Field experiments in Kenyan savannah confirmed this at close range. Hungry stable flies released in an enclosure strongly preferred to land on uniform tan impala pelts over striped zebra pelts. The flies avoided the stripes under completely naturalistic conditions, and the repulsion operated at close range, meaning the effect kicks in as a fly approaches rather than deterring it from a distance. Interestingly, flies showed no preference between zebra species with wide stripes versus narrow stripes, suggesting that once any stripe pattern is present, it disrupts fly landing behavior.
This matters more than it might sound. Biting flies transmit diseases like trypanosomiasis and equine infectious anemia. Zebras have shorter, sparser hair than other African equids, making them especially vulnerable to fly bites. In this context, stripes function less like armor against a lion and more like insect repellent woven into the animal’s skin.

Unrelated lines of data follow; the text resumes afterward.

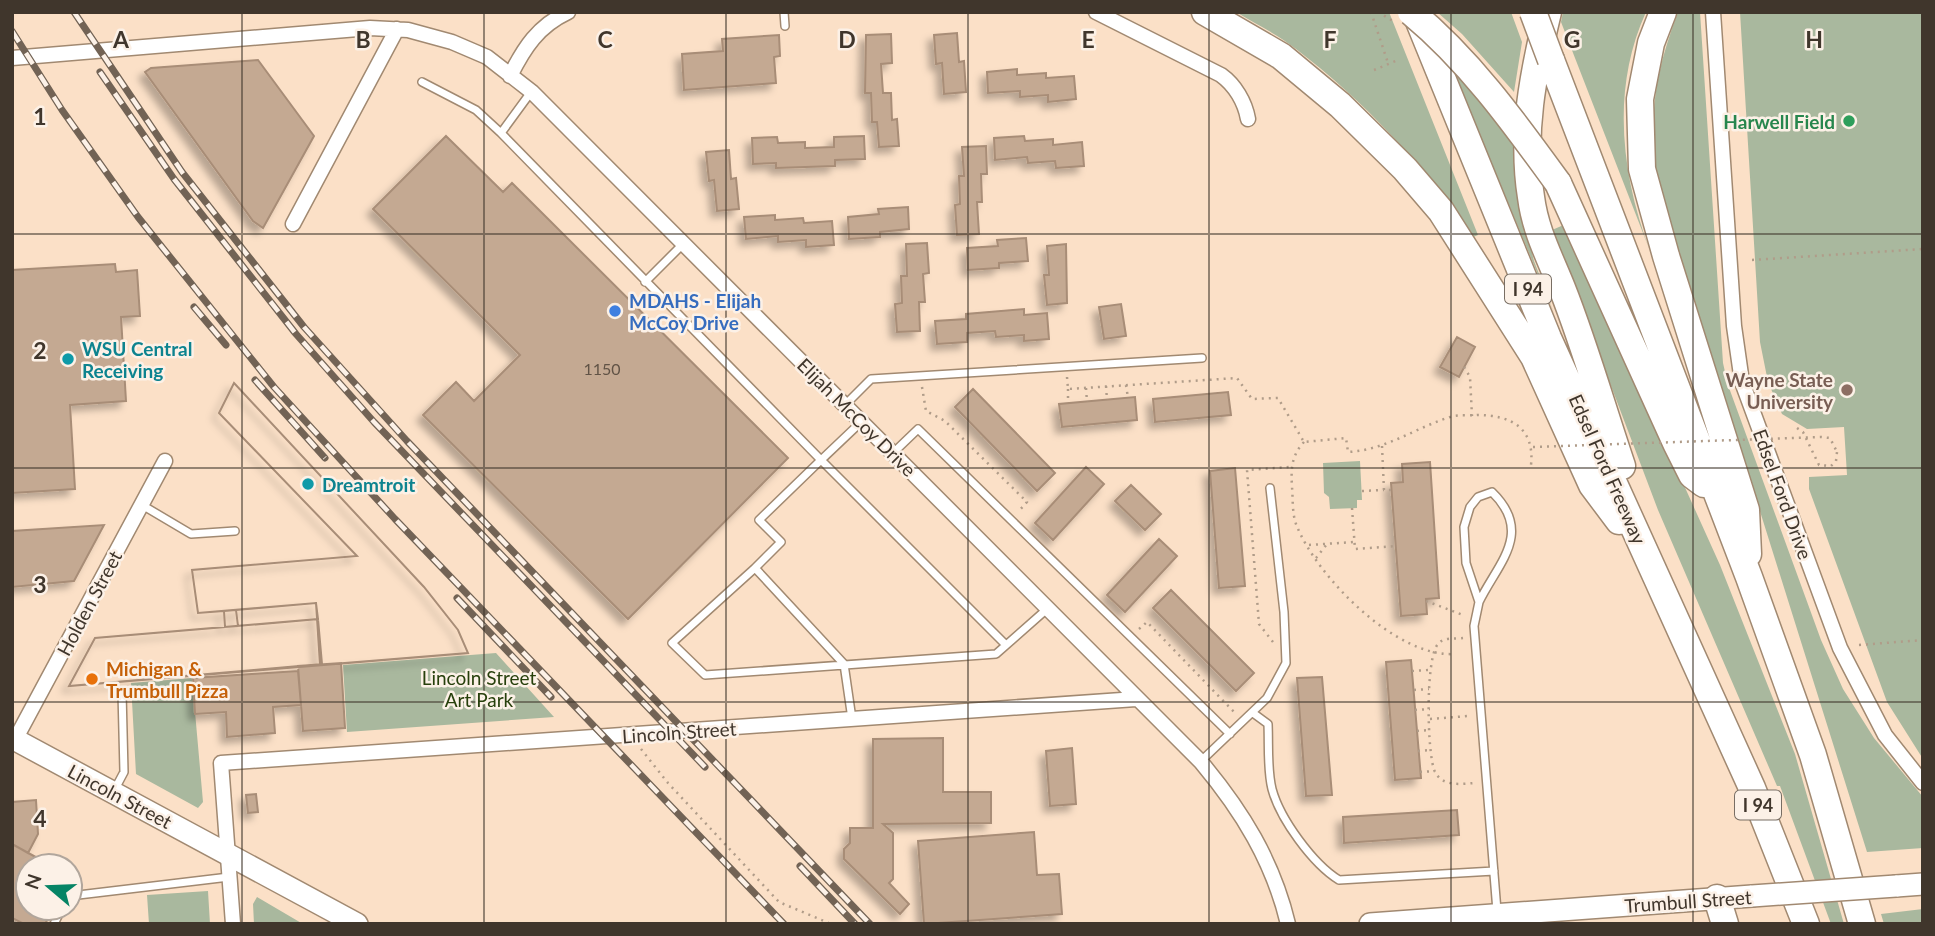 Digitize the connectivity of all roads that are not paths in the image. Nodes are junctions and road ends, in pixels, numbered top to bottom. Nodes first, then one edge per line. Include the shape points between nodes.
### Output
1 (568, 12) edge
2 (784, 12) edge
3 (1096, 12) edge
4 (1205, 12) edge
5 (1413, 12) edge
6 (1533, 12) edge
7 (1548, 12) edge
8 (1663, 12) edge
9 (1713, 12) edge
10 (785, 26) dead end
11 (397, 29) junction
12 (12, 58) edge
13 (510, 76) junction
14 (422, 82) dead end
15 (532, 92) junction
16 (1248, 119) dead end
17 (501, 133) junction
18 (293, 224) dead end
19 (684, 243) junction
20 (645, 282) junction
21 (1202, 358) dead end
22 (845, 405) junction
23 (862, 422) junction
24 (893, 453) junction
25 (821, 460) junction
26 (165, 461) dead end
27 (1270, 488) dead end
28 (1717, 494) junction
29 (142, 505) junction
30 (235, 531) dead end
31 (1649, 562) junction
32 (755, 568) junction
33 (1749, 577) junction
34 (1479, 602) junction
35 (1670, 603) junction
36 (1047, 609) junction
37 (1006, 645) junction
38 (844, 664) junction
39 (122, 692) dead end
40 (1136, 699) junction
41 (1253, 713) junction
42 (852, 719) junction
43 (1230, 734) junction
44 (13, 741) edge
45 (1200, 762) junction
46 (1923, 783) edge
47 (113, 793) junction
48 (228, 854) junction
49 (1494, 871) junction
50 (229, 877) junction
51 (1923, 884) edge
52 (84, 893) edge
53 (1717, 898) junction
54 (1497, 915) junction
55 (233, 924) edge
56 (357, 924) edge
57 (1288, 924) edge
58 (1370, 924) edge
59 (1725, 924) edge
60 (1806, 924) edge
61 (1862, 924) edge

1 - 13 street via 539,30
2 - 10 lane
3 - 16 street via 1221,75 1230,82
4 - 31 highway via 1281,57 1340,105 1441,211 1534,357 1592,485
5 - 28 highway, bridge via 1497,100 1558,183 1692,475
5 - 31 highway, Edsel Ford Freeway / I 94 via 1548,338
6 - 28 highway, bridge
7 - 35 highway via 1528,108 1528,169 1535,221
8 - 33 highway via 1651,43 1640,99 1642,169 1746,510
9 - 46 street, Edsel Ford Drive via 1742,382 1840,648 1885,735
11 - 12 street, Elijah McCoy Drive via 334,30
11 - 13 street, Elijah McCoy Drive via 478,52
11 - 18 street
13 - 15 street, Elijah McCoy Drive
14 - 17 lane via 475,110
15 - 17 lane
15 - 19 street, Elijah McCoy Drive
17 - 20 lane
19 - 20 lane
19 - 22 street, Elijah McCoy Drive
20 - 25 lane
21 - 22 lane via 871,379
22 - 23 street, Elijah McCoy Drive
23 - 24 street, Elijah McCoy Drive
23 - 25 lane
24 - 36 street, Elijah McCoy Drive
24 - 43 lane via 918,429
25 - 32 lane via 759,520 780,542
25 - 37 lane
26 - 29 street, Holden Street
27 - 41 lane via 1287,649 1278,681
28 - 33 highway
29 - 30 lane via 191,534
29 - 44 street, Holden Street
31 - 35 highway, Edsel Ford Freeway / I 94
32 - 38 lane
32 - 38 lane via 672,643 705,675
33 - 61 highway via 1813,755
34 - 34 lane via 1466,563 1464,527 1470,507 1478,497 1492,492 1510,515 1509,546 1504,563
34 - 49 lane via 1475,625
35 - 60 highway, Edsel Ford Freeway / I 94
36 - 37 lane
36 - 40 street, Elijah McCoy Drive
37 - 38 lane via 996,653
38 - 42 lane
39 - 47 lane via 124,772
40 - 42 street, Lincoln Street
40 - 45 street, Elijah McCoy Drive
41 - 43 lane
41 - 49 lane via 1268,724 1273,792 1313,860 1325,871 1339,880
42 - 48 street, Lincoln Street via 221,763
43 - 45 lane
44 - 47 street, Lincoln Street
45 - 57 street, Elijah McCoy Drive via 1256,838 1278,887
47 - 48 street, Lincoln Street
48 - 50 street
48 - 56 street
49 - 54 lane
50 - 52 lane
50 - 55 street
51 - 53 street, Trumbull Street, bridge
53 - 54 street, Trumbull Street
53 - 59 highway
54 - 58 street, Trumbull Street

Why the Predator Theory Persists
The idea that stripes confuse predators is intuitive, visually compelling, and not entirely wrong. Stripes do generate real visual illusions during motion. They do make it harder to track individuals in a group. And rump stripes in particular show a statistical link to predator pressure. But the comparative data across species tells a different story about why stripes evolved in the first place.

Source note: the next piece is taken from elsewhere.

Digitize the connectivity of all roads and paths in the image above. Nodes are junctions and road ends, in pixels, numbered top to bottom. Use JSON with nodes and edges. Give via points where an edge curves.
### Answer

No significant association exists between stripe presence and the ranges of lions, spotted hyenas, tigers, or wolves. No significant link exists between striping and group size, which would be expected if stripes evolved to exploit herd confusion effects. The thermal cooling hypothesis has also been experimentally dismantled. Lab imaging showed that the hypothesized convective air eddies above sunlit stripes simply don’t form in any meaningful way, and any tiny air movement that does occur is blown away by the slightest breeze or the zebra’s own walking pace.
What likely happened is that stripes evolved under pressure from biting flies, and any anti-predator benefits are secondary effects, useful but not the primary reason the pattern exists. Zebras living in fly-heavy regions have the most intense striping. Equid species in fly-free regions, like certain wild asses, have few or no stripes. The pattern follows the parasites, not the predators.

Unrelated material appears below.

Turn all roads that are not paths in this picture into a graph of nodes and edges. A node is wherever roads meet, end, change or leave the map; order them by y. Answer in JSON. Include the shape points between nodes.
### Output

How Stripes Work With Other Defenses
Stripes don’t operate in isolation. Zebras also use herd behavior strategically. They prefer to stay mobile during periods of high predation risk, such as nighttime, and they often mix into herds with wildebeest and other grazers. A non-peripheral position in these mixed herds reduces predation risk and allows zebras to spend less time being vigilant and more time feeding. The distinctive striped pattern may actually help zebras identify and stay near each other in mixed-species groups, functioning as a clear species identifier visible from all directions, even when partially obscured by vegetation or other animals.
So while stripes aren’t the anti-predator shield that popular nature documentaries often suggest, they’re part of a layered defense system. Motion dazzle effects during a chase, attention misdirection via rump stripes, species recognition that keeps herds cohesive, and most importantly, protection from the slow, invisible threat of disease-carrying flies that likely drove their evolution in the first place.